Un fait saute aux yeux : le ministre sollicite les avis de ceux et celles qui ont de bonnes chances d'être d'accord avec lui. C'est ce qu'il a fait ces derniers mois en demandant les opinions, sous la forme de mémoires, d'un groupe restreint d'économistes. Parmi eux se trouvent bien entendu d'éminents chercheurs universitaires dont les travaux éclairent avec pertinence l'oeuvre de la planification budgétaire. Cependant, s'y trouvent aussi, de manière fort disproportionnée, des économistes associés à des institutions financières ou à des organismes de recherche dont les biais favorables à celles-ci sont manifestes.

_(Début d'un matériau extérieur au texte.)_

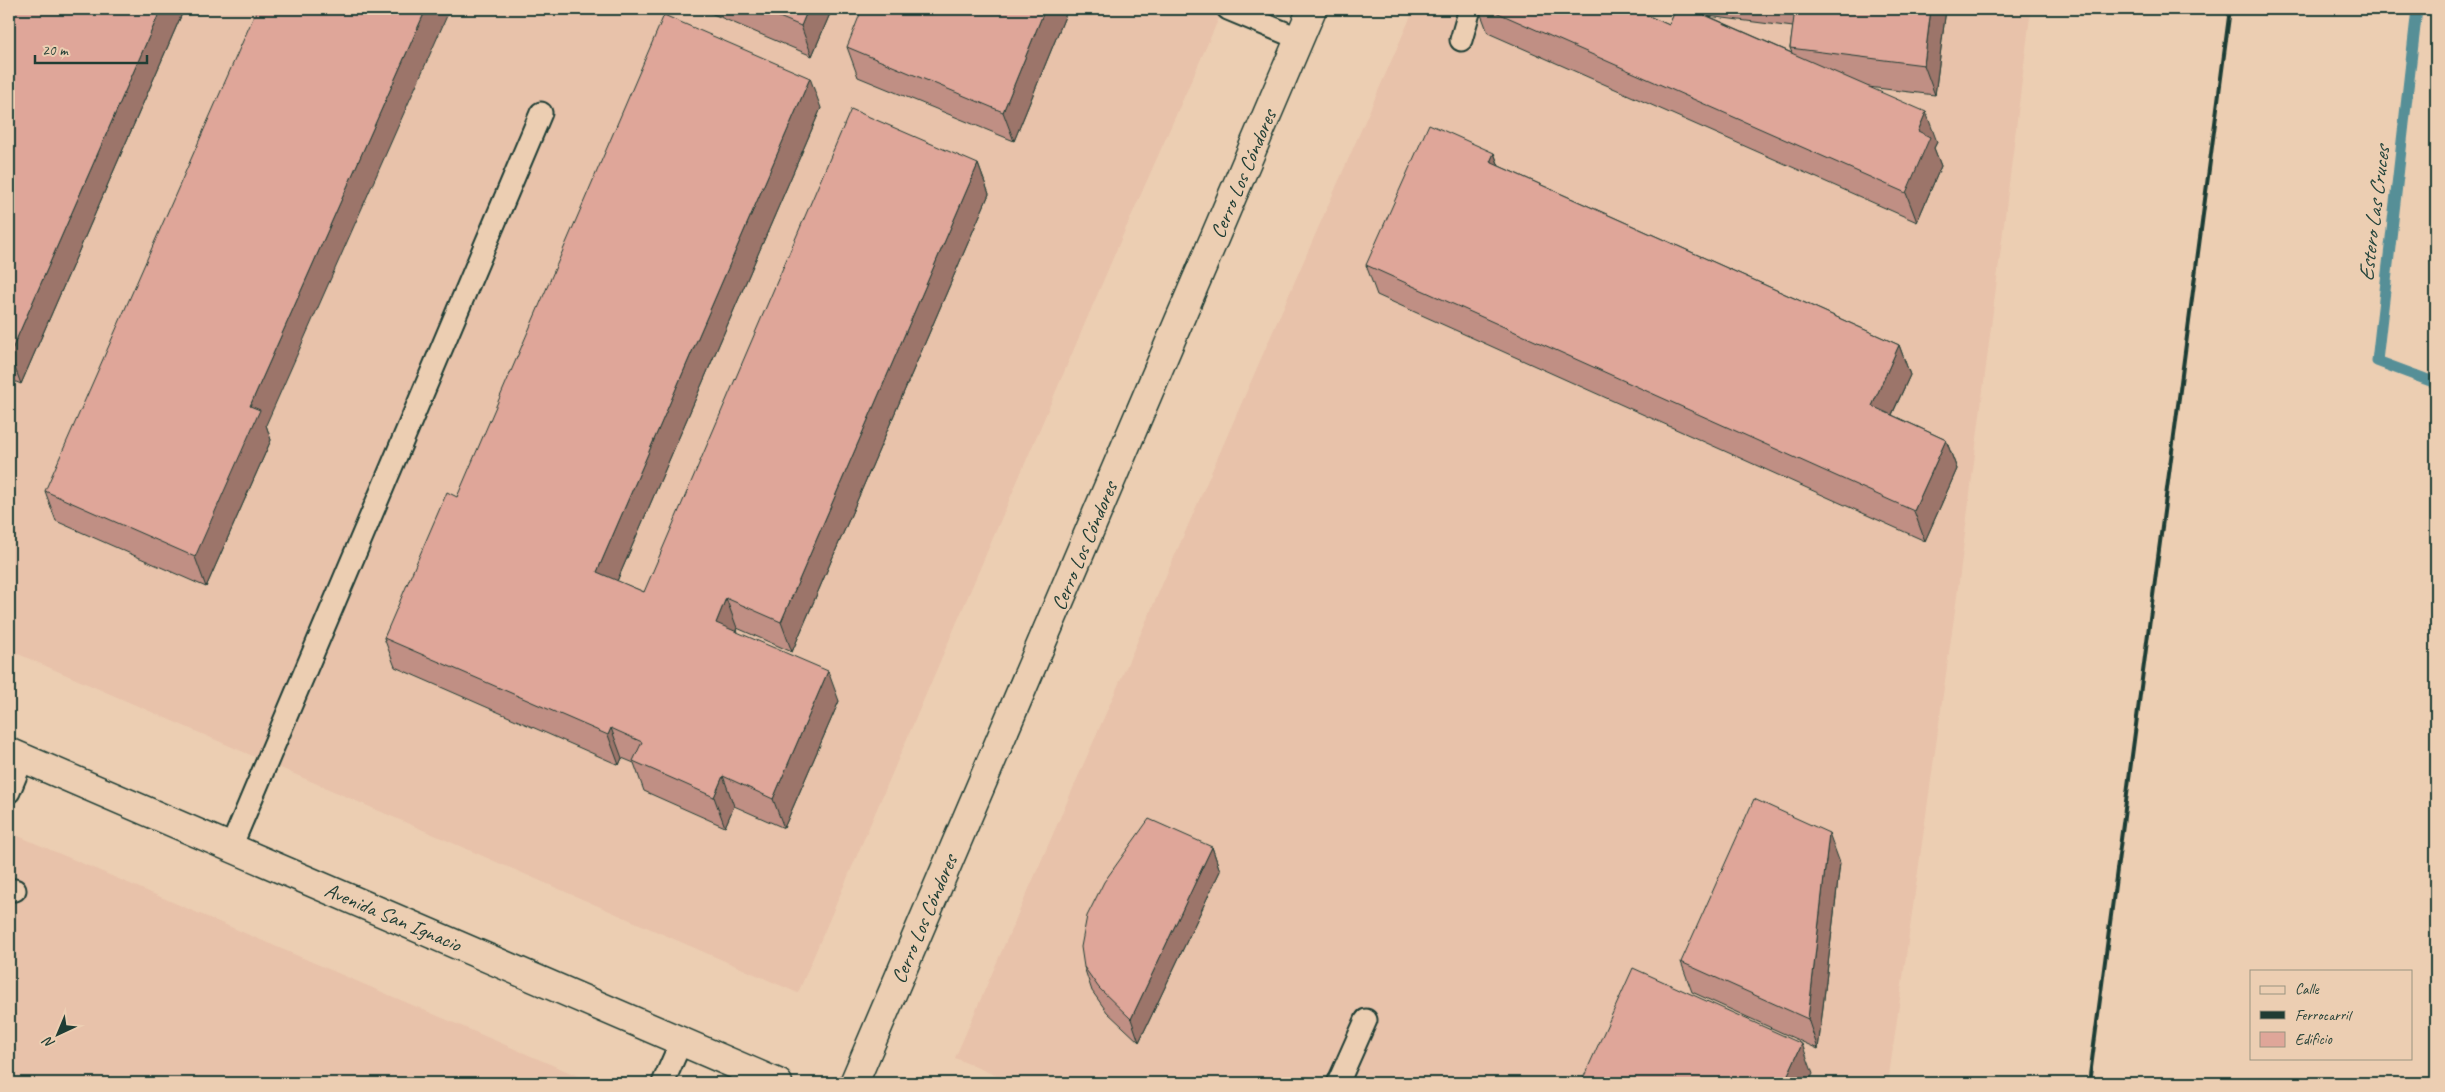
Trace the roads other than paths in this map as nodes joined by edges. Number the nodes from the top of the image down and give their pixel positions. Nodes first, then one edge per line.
1 (1228, 9) edge
2 (1312, 9) edge
3 (1470, 9) edge
4 (1300, 40) junction
5 (1461, 40) dead end
6 (541, 113) dead end
7 (16, 755) edge
8 (9, 792) edge
9 (231, 847) junction
10 (1366, 1020) dead end
11 (681, 1042) junction
12 (663, 1083) edge
13 (778, 1083) edge
14 (854, 1083) edge
15 (1338, 1083) edge

1 - 4 lane
2 - 4 street, Cerro Los Cóndores
3 - 5 lane
4 - 14 street, Cerro Los Cóndores
6 - 9 lane
7 - 8 lane
7 - 9 street, Avenida San Ignacio
9 - 11 street, Avenida San Ignacio
10 - 15 lane
11 - 12 lane
11 - 13 street, Avenida San Ignacio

Cela pourrait se comprendre et s'expliquer si, parallèlement, le ministre s'informait auprès de sources plus variées et représentatives, mais ce n'est pas le cas. Il semble se satisfaire d'un portrait partiel, fortement influencé par les intérêts des banques et du monde des affaires, et non d'un dialogue social digne de ce nom.
Par exemple, il est de plus en plus difficile de rencontrer le ministre, ou un membre de son équipe, dans le processus de consultation budgétaire. Aux demandes de rencontres provenant de groupes de la société civile, l'argument du manque de temps, forçant à restreindre la liste des organismes rencontrés pour l'élaboration du budget, arrive de plus en plus souvent, tel un jugement duquel on ne peut faire appel.
Pire, les consultations publiques sont résolument orientées, invariablement, pour confirmer les priorités gouvernementales. Ce n'est pas nouveau, les consultations accessibles sur la page Web du ministère n'ont jamais brillé par leur ouverture aux idées et aux débats. De surcroît, cette année, il n'est même plus possible de sortir du chemin tracé en utilisant, par exemple, une case « autres considérations » afin de faire entendre un son de cloche un brin discordant.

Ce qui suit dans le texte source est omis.